Выбрать главу

Увы, в последние годы жизни Соловьев был убежден в оконча­тельном крушении своей идеи (хотя, кто знает, было ли это крушение на самом деле окончательным?) В отчаянии он и впрямь предсказал тогда конец света. Естественно, тем, кто хотел похоронить его беспо­щадный анализ русского национализма, нетрудно было после этого представить Соловьева гениальным чудаком, средневековым мисти­ком, балансировавшим на грани безумия. В любом случае челове­ком не от мира сего.

И никто не вспомнил, что не без греха были в этом смысле и Исаак Ньютон с его теологическими экскурсами и мистическими опытами, и Готфрид Лейбниц с его монадологией (и Богом как «монадой монад»). Тем не менее, сколько я знаю, закон земного притяжения не пострадал от экзотической репутации Ньютона, так же, как дифференциальное исчисление от репутации Лейбница. Закон деградации патриотизма, однако, от репутации Соловьева пострадал. С ним случилось самое страшное, что может произойти с научным открытием: он был забыт. Несмотря даже на то, что судьбу страны Соловьев предсказал, опираясь на этот закон, безукоризнен­но точно.

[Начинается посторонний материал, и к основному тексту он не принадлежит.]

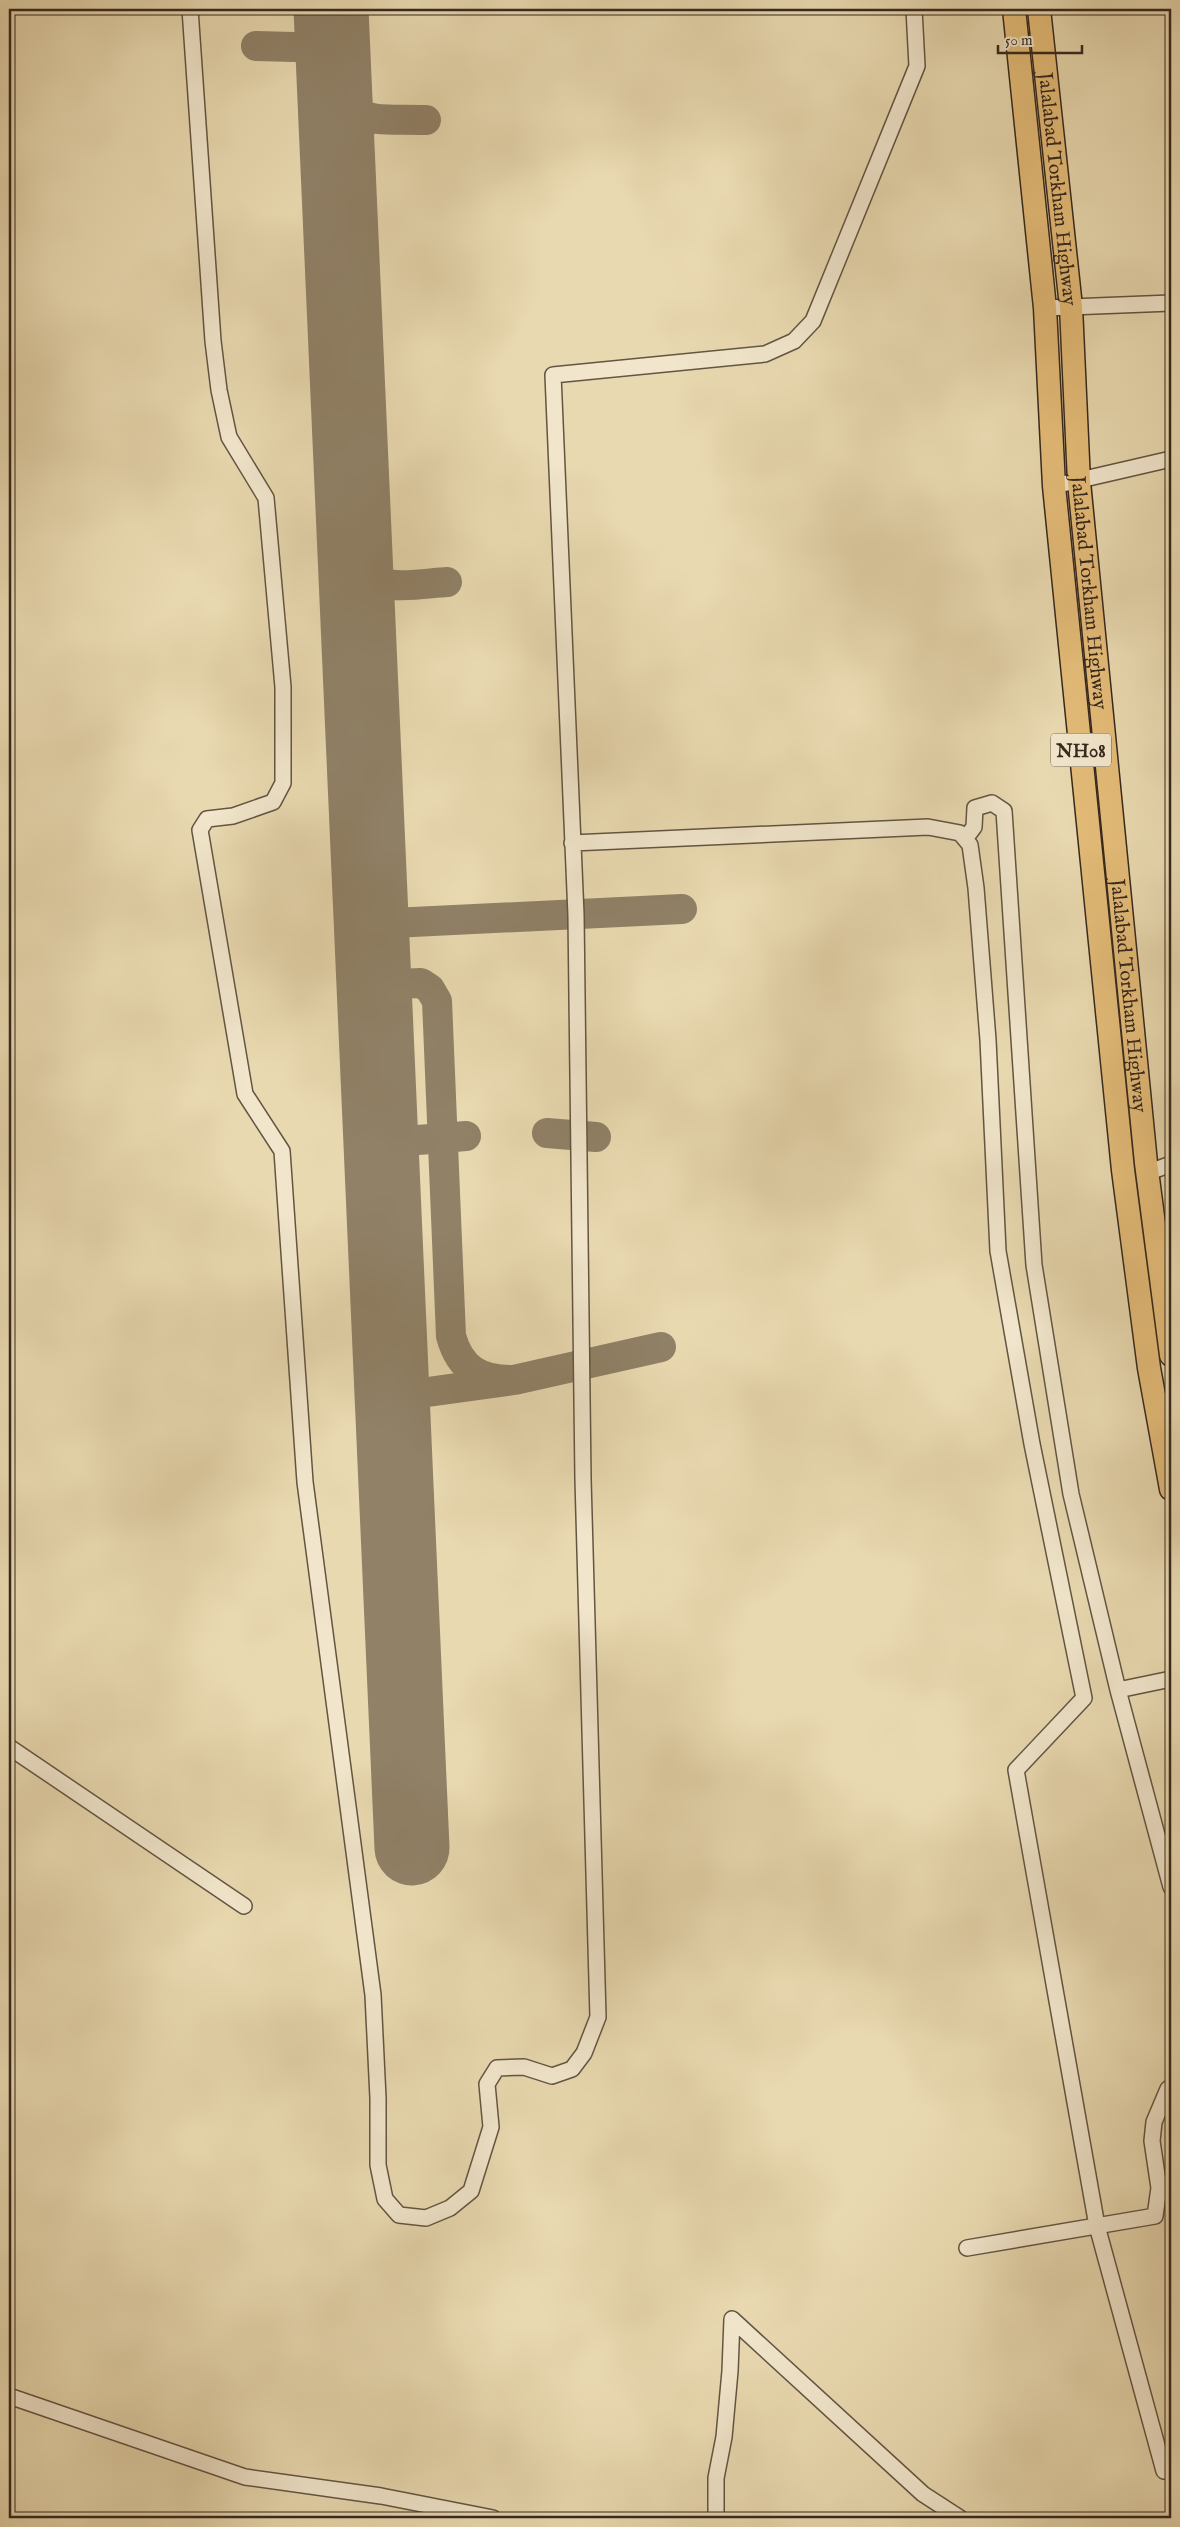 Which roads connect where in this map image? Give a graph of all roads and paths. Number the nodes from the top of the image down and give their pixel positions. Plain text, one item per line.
1 (190, 9) edge
2 (914, 9) edge
3 (1014, 9) edge
4 (1039, 9) edge
5 (1171, 303) edge
6 (1071, 307) junction
7 (1045, 308) junction
8 (1171, 459) edge
9 (1079, 482) junction
10 (1054, 486) junction
11 (965, 839) junction
12 (572, 843) junction
13 (1171, 1164) edge
14 (1147, 1173) junction
15 (1171, 1355) edge
16 (1171, 1488) edge
17 (1171, 1679) edge
18 (1118, 1690) junction
19 (9, 1747) edge
20 (1171, 1887) edge
21 (244, 1906) dead end
22 (1171, 2087) edge
23 (1097, 2226) junction
24 (967, 2248) dead end
25 (9, 2396) edge
26 (1164, 2471) dead end
27 (493, 2518) edge
28 (716, 2518) edge
29 (960, 2518) edge

1 - 12 street
2 - 12 street
3 - 7 highway, NH08
4 - 6 highway, Jalalabad Torkham Highway / NH08
5 - 6 street
6 - 7 street
6 - 9 highway, Jalalabad Torkham Highway / NH08
7 - 10 highway, NH08
8 - 9 street
9 - 10 street
9 - 14 highway, Jalalabad Torkham Highway / NH08
10 - 16 highway, NH08
11 - 12 street
11 - 18 street
11 - 23 street
13 - 14 street
14 - 15 highway, Jalalabad Torkham Highway / NH08
17 - 18 street
18 - 20 street
19 - 21 street
22 - 23 street
23 - 24 street
23 - 26 street
25 - 27 street
28 - 29 street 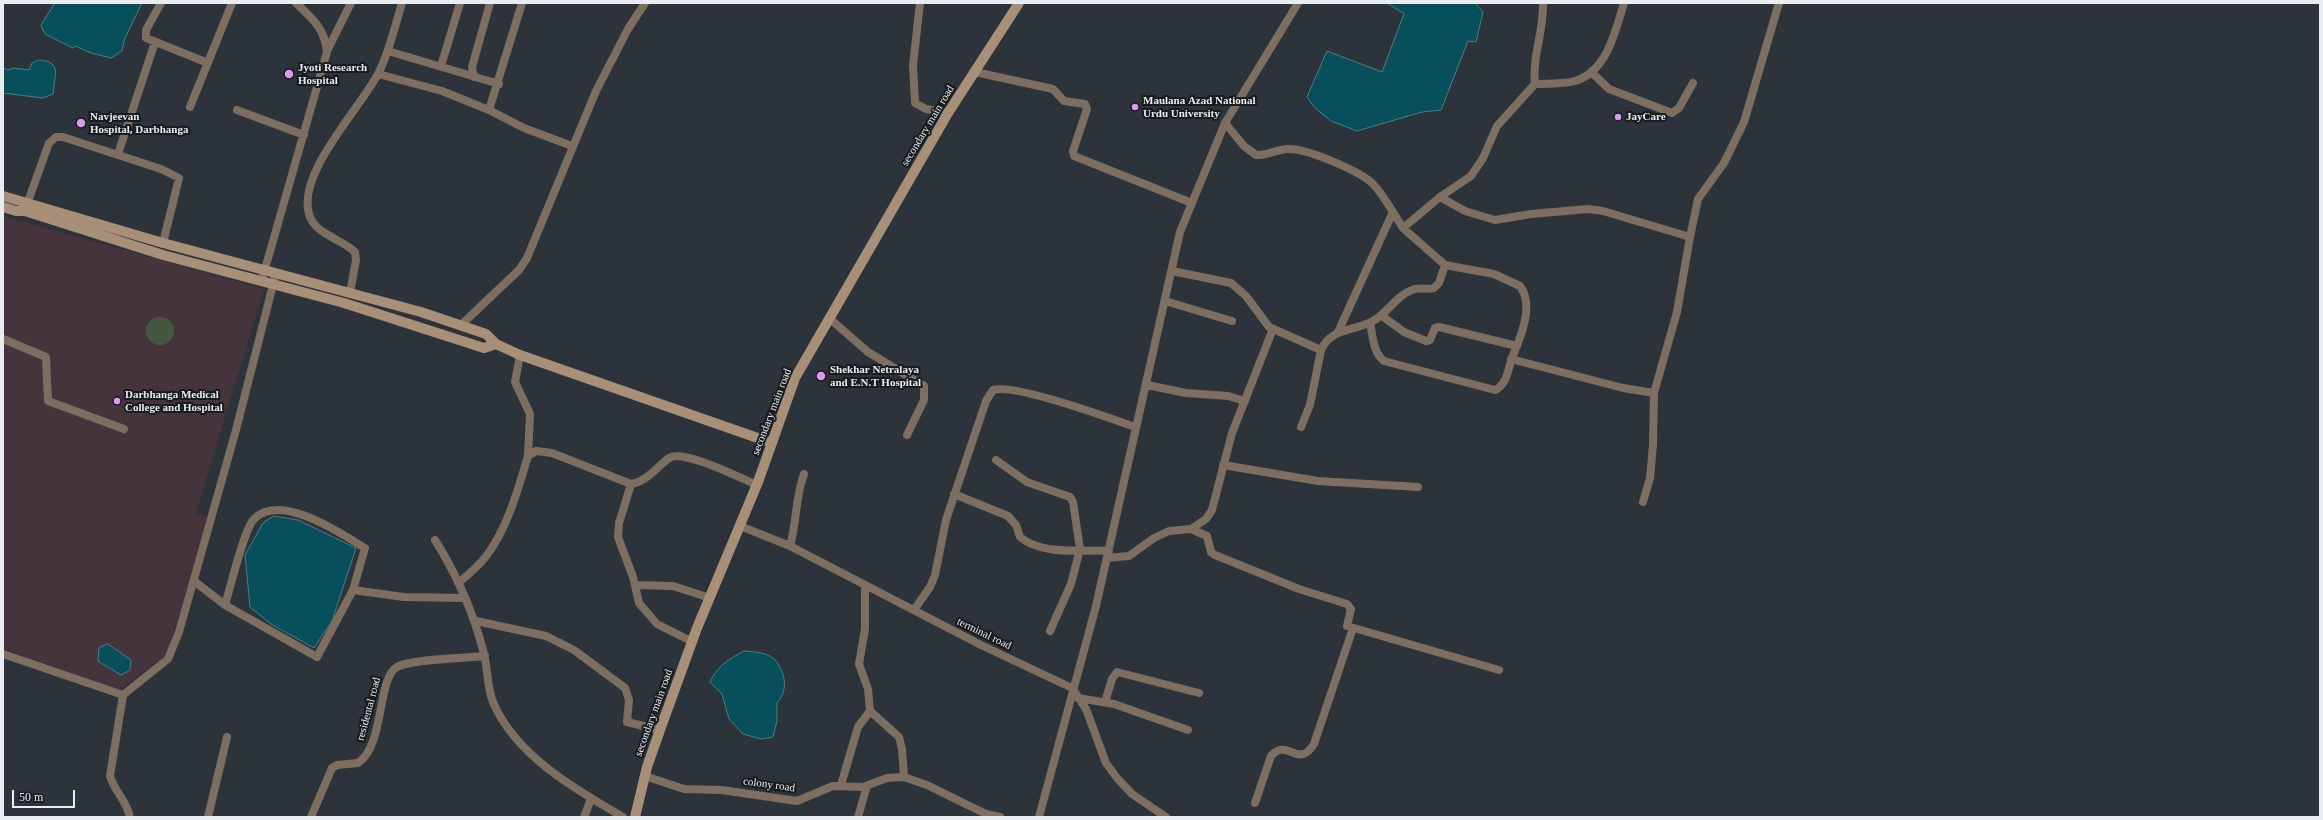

Я и сам, если честно, не без греха: я тоже однажды пренебрег законом Соловьева. В основу опубликованной в 1995 году книги «После Ельцина: Веймарская Россия», легла гипотеза, что события в России могут развиваться по веймарскому сценарию и закончиться так же, как в Германии. Для меня как ученика Соловьева такой ляп,конечно, непростителен. Объяснить его могу лишь страшным потрясением, пережитым в момент октябрьского националистиче­ского мятежа 1993 года, так отчаянно напоминавшего аналогичный мятеж в Мюнхене в ноябре 1923-го.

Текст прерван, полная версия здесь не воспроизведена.